V

Andalucía, España, 1567 (diez años antes).

 La Reconquista había acontecido hacía muchos años ya y el tiempo en que los musulmanes gobernaban la mayor parte de España estaba prácticamente olvidado. Recuerdo incómodo de esta época eran los mudéjares, campesinos musulmanes muy pobres dedicados casi completamente a la agricultura y al servicio de señores feudales que los explotaban cruelmente. Aunque por algún tiempo se les permitió practicar su religión, hablar su lengua y preservar sus costumbres mientras se mantuvieran rigurosamente aislados de la población hispana católica, en las mentes de los poderosos se fraguaba ponerle fin a esto.

 Abdul, de entonces 11 años, creció en una de las denominadas morerías andaluces al lado de sus padres y hermana menor. Como los otros mudéjares, vivían en rudimentarias cabañas pertrechas y derruidas por la antigüedad y la miseria. Asistía a su padre en la agotadora labor de sembrar la tierra desde que era un niño sin descuidar por ello sus deberes religiosos. Se le enseñó desde pequeño a leer el Corán y sus padres le contaban relatos y leyendas de las lejanas tierras de sus antepasados.

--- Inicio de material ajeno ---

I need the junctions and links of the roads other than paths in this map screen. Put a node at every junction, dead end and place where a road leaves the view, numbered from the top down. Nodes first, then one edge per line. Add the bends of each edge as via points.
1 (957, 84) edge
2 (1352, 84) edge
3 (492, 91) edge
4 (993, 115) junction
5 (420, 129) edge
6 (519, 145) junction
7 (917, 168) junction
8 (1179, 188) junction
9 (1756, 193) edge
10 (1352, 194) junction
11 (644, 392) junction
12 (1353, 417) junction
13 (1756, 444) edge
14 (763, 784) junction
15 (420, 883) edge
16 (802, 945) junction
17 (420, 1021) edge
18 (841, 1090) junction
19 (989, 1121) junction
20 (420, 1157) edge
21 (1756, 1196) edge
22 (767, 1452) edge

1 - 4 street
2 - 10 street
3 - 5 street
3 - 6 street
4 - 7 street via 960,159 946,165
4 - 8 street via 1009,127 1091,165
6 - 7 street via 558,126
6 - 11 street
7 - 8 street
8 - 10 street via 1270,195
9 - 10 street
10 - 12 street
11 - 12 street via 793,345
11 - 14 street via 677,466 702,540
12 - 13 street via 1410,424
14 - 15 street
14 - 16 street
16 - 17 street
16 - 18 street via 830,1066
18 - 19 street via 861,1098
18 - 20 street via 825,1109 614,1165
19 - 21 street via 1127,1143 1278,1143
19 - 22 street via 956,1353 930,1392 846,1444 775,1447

 Aún así, Abdul no era conformista y con frecuencia se preguntaba si no habría algo más en la vida que ser un simple campesino que engordaba a un señor feudal que nunca se preocupó por ellos y que los trataba como esclavos. Deseoso de cambiar el destino lastimero de sus padres y de él, seguía albergando pensamientos sediciosos que no sabía como materializar pero que, según pensaba, quizás algún día podría hacer realidad. Su sueño, mientras escarbaba la tierra bajo el sol para colocar en ella las semillas, era poder rebelarse de las injusticias que cometían contra los suyos. Dicha abstracción lo hizo detenerse en el trabajo hasta que su padre le llamó la atención.

 La morería era muy pobre y repleta de casas humildes, habitada por veinte familias mudéjares, en su gran mayoría campesinas salvo por las del carnicero, el herrero, el alfarero y el mulá encargado de los deberes religiosos y de la administración de la paupérrima mezquita en que se reunían todos los viernes.

 Los recaudadores del Marqués de Vorja, señor feudal que gobernaba a los mudéjares, llegaron hasta la aldea para recopilar la cosecha, llevándose tres cuartas partes de la misma ante los hambrientos ojos de los mudéjares que apenas tenían suficiente como para no desfallecer de la desnutrición.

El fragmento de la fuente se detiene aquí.